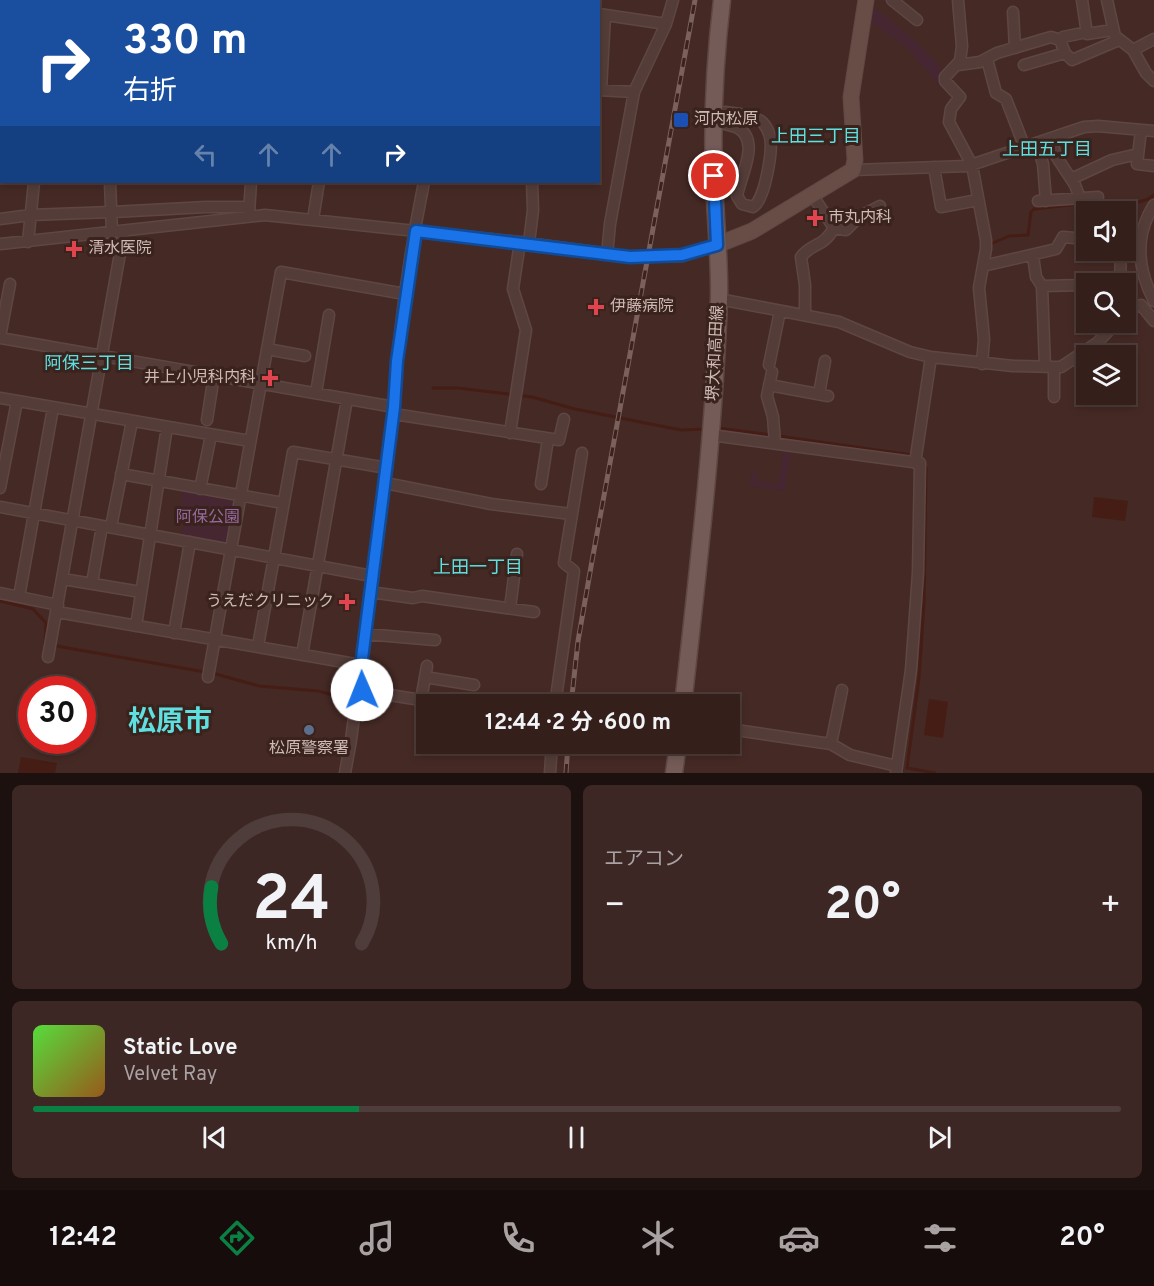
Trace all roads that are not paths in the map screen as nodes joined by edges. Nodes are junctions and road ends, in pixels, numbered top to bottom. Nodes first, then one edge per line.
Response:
1 (673, 0) edge
2 (722, 0) edge
3 (866, 0) edge
4 (892, 0) edge
5 (958, 0) edge
6 (1082, 0) edge
7 (1107, 0) edge
8 (1013, 12) dead end
9 (602, 14) edge
10 (917, 20) dead end
11 (666, 24) junction
12 (1112, 30) junction
13 (1087, 32) junction
14 (1154, 39) edge
15 (1060, 40) junction
16 (1119, 40) junction
17 (1015, 48) junction
18 (1132, 50) junction
19 (1065, 52) junction
20 (987, 59) junction
21 (958, 65) junction
22 (1023, 65) dead end
23 (1154, 81) edge
24 (600, 90) edge
25 (634, 92) junction
26 (715, 121) junction
27 (1141, 130) junction
28 (1154, 131) edge
29 (1051, 138) junction
30 (1037, 143) junction
31 (1025, 148) junction
32 (1138, 154) junction
33 (972, 165) junction
34 (1154, 166) edge
35 (934, 167) junction
36 (853, 170) junction
37 (1071, 179) junction
38 (33, 183) edge
39 (110, 183) edge
40 (251, 183) edge
41 (319, 183) edge
42 (424, 183) edge
43 (532, 183) edge
44 (813, 196) junction
45 (1098, 197) dead end
46 (1080, 198) junction
47 (978, 200) junction
48 (1154, 205) edge
49 (880, 206) dead end
50 (249, 211) junction
51 (112, 212) junction
52 (30, 215) junction
53 (0, 219) edge
54 (313, 219) junction
55 (834, 228) junction
56 (416, 231) junction
57 (118, 232) junction
58 (1076, 239) edge
59 (28, 242) junction
60 (524, 243) junction
61 (0, 244) edge
62 (1136, 244) edge
63 (717, 245) junction
64 (1140, 245) junction
65 (608, 255) junction
66 (1033, 256) junction
67 (983, 266) junction
68 (10, 284) dead end
69 (1076, 285) edge
70 (1042, 286) junction
71 (405, 294) junction
72 (719, 299) junction
73 (1154, 301) edge
74 (1136, 306) edge
75 (780, 311) junction
76 (329, 315) dead end
77 (805, 315) junction
78 (1154, 321) edge
79 (1106, 333) edge
80 (0, 337) edge
81 (267, 349) junction
82 (101, 356) junction
83 (305, 356) dead end
84 (931, 357) junction
85 (825, 361) dead end
86 (982, 364) junction
87 (1050, 367) junction
88 (214, 375) junction
89 (260, 384) junction
90 (769, 385) junction
91 (316, 393) junction
92 (1054, 397) dead end
93 (0, 398) edge
94 (347, 399) junction
95 (17, 401) junction
96 (53, 408) junction
97 (394, 410) junction
98 (91, 415) junction
99 (564, 419) dead end
100 (207, 420) dead end
101 (132, 421) junction
102 (167, 427) junction
103 (711, 430) junction
104 (510, 433) junction
105 (210, 435) junction
106 (774, 438) junction
107 (548, 439) junction
108 (250, 441) junction
109 (582, 453) dead end
110 (338, 459) junction
111 (915, 463) junction
112 (387, 468) junction
113 (121, 474) junction
114 (158, 482) junction
115 (385, 483) junction
116 (541, 484) dead end
117 (0, 488) edge
118 (200, 489) junction
119 (241, 496) junction
120 (283, 503) junction
121 (0, 507) edge
122 (35, 513) junction
123 (571, 514) junction
124 (73, 520) junction
125 (106, 526) junction
126 (150, 535) junction
127 (190, 542) junction
128 (231, 549) junction
129 (517, 554) dead end
130 (274, 556) junction
131 (318, 565) junction
132 (372, 576) junction
133 (63, 579) junction
134 (92, 584) junction
135 (141, 592) junction
136 (370, 592) junction
137 (0, 593) edge
138 (19, 597) junction
139 (57, 609) junction
140 (510, 609) junction
141 (534, 612) dead end
142 (136, 626) junction
143 (174, 633) junction
144 (365, 634) junction
145 (214, 639) junction
146 (435, 640) dead end
147 (258, 646) junction
148 (49, 654) dead end
149 (302, 656) junction
150 (361, 665) junction
151 (209, 672) dead end
152 (474, 685) dead end
153 (358, 690) junction
154 (842, 690) dead end
155 (557, 694) edge
156 (684, 694) edge
157 (740, 731) edge
158 (831, 744) junction
159 (551, 754) edge
160 (677, 754) edge
161 (896, 770) edge
162 (345, 773) edge
163 (549, 773) edge
164 (674, 773) edge

1 - 11 street
2 - 26 main road, 堺大和高田線
3 - 36 street
4 - 10 street
5 - 21 street
6 - 13 street
7 - 12 street
8 - 17 street
9 - 11 street
9 - 24 street
11 - 25 street
12 - 13 street
12 - 16 street
13 - 15 street
14 - 18 street
15 - 17 street
15 - 19 street
16 - 18 street
16 - 19 street
17 - 20 street
18 - 23 street
19 - 22 street
20 - 21 street
20 - 31 street
21 - 33 street
24 - 25 street
25 - 65 street
26 - 26 street
26 - 63 main road, 堺大和高田線
27 - 28 street
27 - 29 street
27 - 32 street
29 - 30 street
29 - 37 street
30 - 31 street
30 - 46 street
31 - 33 street
32 - 34 street
32 - 37 street
33 - 35 street
33 - 47 street
35 - 36 street
35 - 47 street
36 - 44 street
37 - 46 street
38 - 52 street
39 - 51 street
40 - 50 street
41 - 54 street
42 - 56 street
43 - 60 street
44 - 55 street
44 - 63 street
45 - 46 street
47 - 67 street
48 - 64 street
49 - 55 street
50 - 51 street
50 - 54 street
50 - 57 street
51 - 52 street
51 - 57 street
52 - 53 street
52 - 59 street
54 - 56 street
55 - 77 street
56 - 60 street
56 - 71 street
57 - 59 street
57 - 82 street
58 - 66 street
59 - 61 street
60 - 65 street
60 - 104 street
62 - 64 street
63 - 65 street
63 - 72 main road, 堺大和高田線
64 - 73 street
66 - 67 street
66 - 70 street
67 - 86 street
68 - 80 street
69 - 70 street
70 - 87 street
71 - 81 street
71 - 97 street
72 - 75 street
72 - 103 main road, 堺大和高田線
74 - 78 street
75 - 77 street
75 - 90 street
76 - 91 street
77 - 84 street
79 - 87 street
80 - 82 street
81 - 83 street
81 - 89 street
82 - 88 street
82 - 98 street
84 - 86 street
84 - 111 street
85 - 90 street
86 - 87 street
87 - 92 street
88 - 89 street
88 - 100 street
89 - 91 street
89 - 108 street
90 - 106 street
91 - 94 street
93 - 95 street
94 - 97 street
94 - 110 street
95 - 96 street
95 - 117 street
96 - 98 street
96 - 122 street
97 - 104 street
97 - 112 street
98 - 101 street
98 - 124 street
99 - 107 street
101 - 102 street
101 - 113 street
102 - 105 street
102 - 114 street
103 - 106 street
103 - 156 main road, 堺大和高田線
104 - 107 street
105 - 108 street
105 - 118 street
106 - 111 street
107 - 116 street
108 - 119 street
109 - 123 street
110 - 112 street
110 - 120 street
110 - 131 street
111 - 161 street
112 - 115 street
113 - 114 street
113 - 125 street
114 - 118 street
114 - 126 street
115 - 123 street
115 - 132 street
118 - 119 street
119 - 120 street
119 - 128 street
120 - 130 street
121 - 122 street
122 - 124 street
122 - 138 street
123 - 155 street
124 - 125 street
124 - 133 street
125 - 126 street
125 - 134 street
126 - 127 street
126 - 135 street
127 - 128 street
127 - 143 street
128 - 130 street
128 - 145 street
129 - 140 street
130 - 131 street
130 - 147 street
131 - 132 street
131 - 149 street
132 - 136 street
133 - 134 street
133 - 139 street
134 - 135 street
135 - 142 street
136 - 140 street
136 - 144 street
137 - 138 street
138 - 139 street
139 - 142 street
139 - 148 street
140 - 141 street
142 - 143 street
143 - 145 street
144 - 146 street
144 - 150 street
145 - 147 street
145 - 151 street
147 - 149 street
149 - 150 street
150 - 153 street
152 - 153 street
153 - 162 street
154 - 158 street
157 - 158 street
158 - 161 street
159 - 163 street
160 - 164 main road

__WHAT TO WORK ON__. All lines holding the word "main" must be copied from the data.

__ANSWER TO THE PROBLEM__.
2 - 26 main road, 堺大和高田線
26 - 63 main road, 堺大和高田線
63 - 72 main road, 堺大和高田線
72 - 103 main road, 堺大和高田線
103 - 156 main road, 堺大和高田線
160 - 164 main road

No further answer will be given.